Overall sentiment in the reviews is highly mixed, with strong, repeated praise for direct care clinicians — especially in physical and occupational therapy — and serious, recurring concerns about administration, communication, hygiene, and safety. Multiple reviewers described very positive hands-on care experiences: nurses and aides were often called caring, attentive, and comforting; specific staff members (for example, Veronica Rojas, RN Jose, LVNs Steffani and Christina, physical therapist Marlon, and caretaker Maria) were singled out for exemplary care. Several reviewers reported measurable clinical improvement during short stays (e.g., a 10-day stay that restored leg function), and the skilled therapy program is repeatedly highlighted as a major strength. Families appreciated frequent check-ins, phone updates, and the willingness of some staff to go above and beyond for patient comfort.
However, those positives sit alongside frequent and sometimes severe negative reports centered on management, communication, and safety. A consistent theme is unresponsive administration and social services: callers left unreturned messages, families experienced late or no callbacks, and discharge planning was characterized as poorly handled — with delays, unprepared paperwork, and transportation not ordered. One particularly alarming account described a wheelchair-bound dementia patient placed in an Uber for transport, raising safety concerns during transit. Reviewers also reported misleading statements and false accusations from staff or management, further eroding trust.
Hygiene and basic nursing care also appear inconsistent across reports. Several reviewers described serious sanitation issues: unclean rooms on move-in, crusted food on surfaces, dried blood on surgical bandages, feces and blood on bedding, delayed diaper changes, and wipes kept locked away. These reports contrast with other reviewers who described the facility as very clean, indicating significant variability in standards or in the units/floors experienced by different patients. Crowding and privacy concerns were raised (three-person rooms), and amenities were limited for some — the activity room was closed due to COVID at times, there is no on-site salon, and meals were often described as merely 'ok' rather than high quality.
Staffing and clinician responsiveness are mixed. Many reviewers praised friendly nurses, caring aides, and effective therapy staff, yet others reported forgetful, slow, or payment-focused behavior and even an unresponsive doctor. There are reports of critical failures in communication with families — including lack of notification about clinical deterioration — and extreme negative outcomes were mentioned (one report alleged progression to sepsis and kidney failure with poor family notification, culminating in death). These serious allegations underscore the potential consequences of the communication and care coordination problems described.

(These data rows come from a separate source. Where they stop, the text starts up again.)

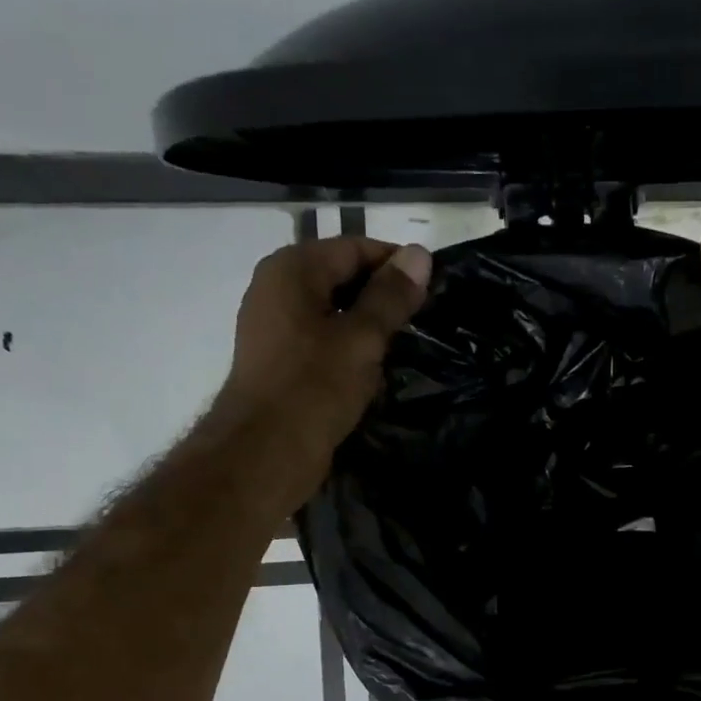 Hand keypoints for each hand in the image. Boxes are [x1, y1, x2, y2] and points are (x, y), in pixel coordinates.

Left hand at [217, 235, 430, 488]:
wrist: (265, 452)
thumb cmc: (314, 387)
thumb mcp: (362, 338)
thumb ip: (391, 295)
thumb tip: (420, 254)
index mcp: (292, 270)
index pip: (354, 248)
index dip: (397, 264)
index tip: (435, 288)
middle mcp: (278, 288)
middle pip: (343, 277)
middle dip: (384, 297)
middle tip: (425, 320)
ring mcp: (276, 326)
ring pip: (335, 311)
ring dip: (370, 327)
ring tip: (405, 346)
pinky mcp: (281, 360)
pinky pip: (324, 340)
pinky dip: (351, 348)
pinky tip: (375, 371) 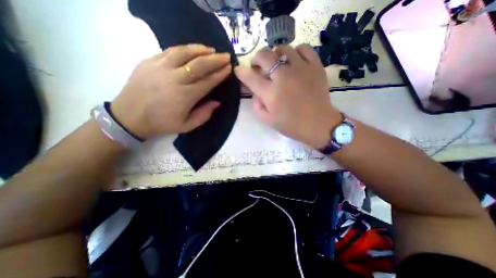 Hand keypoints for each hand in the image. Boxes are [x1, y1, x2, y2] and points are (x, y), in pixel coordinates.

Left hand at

Management and facility trajectory appear to be in flux: one reviewer noted new management, renovation, and building improvements with an 'amazing staff' under the newer regime, suggesting some positive changes are underway. Still, the pattern across reviews is polarized — some families experience exemplary, recovery-oriented care, especially from therapy teams and specific nursing staff, while others report administrative dysfunction, safety lapses, and unacceptable hygiene.
Implications for families and decision-makers: the facility offers strong therapy resources and many compassionate frontline caregivers, which can make it a good fit for rehabilitation-focused short stays. However, prospective residents and families should proactively verify discharge-planning procedures, transportation policies (especially for high-risk or dementia patients), staffing ratios, and hygiene protocols. Ask for clarity on how communications and callbacks are handled, who covers physician availability, how incontinence supplies are managed, and whether recent renovations or management changes have resolved past administrative problems. Given the polarized experiences, an in-person visit and direct conversations with the therapy team, nursing leadership, and social services before admission are advisable to help reduce the risk of the serious failures reported by some reviewers.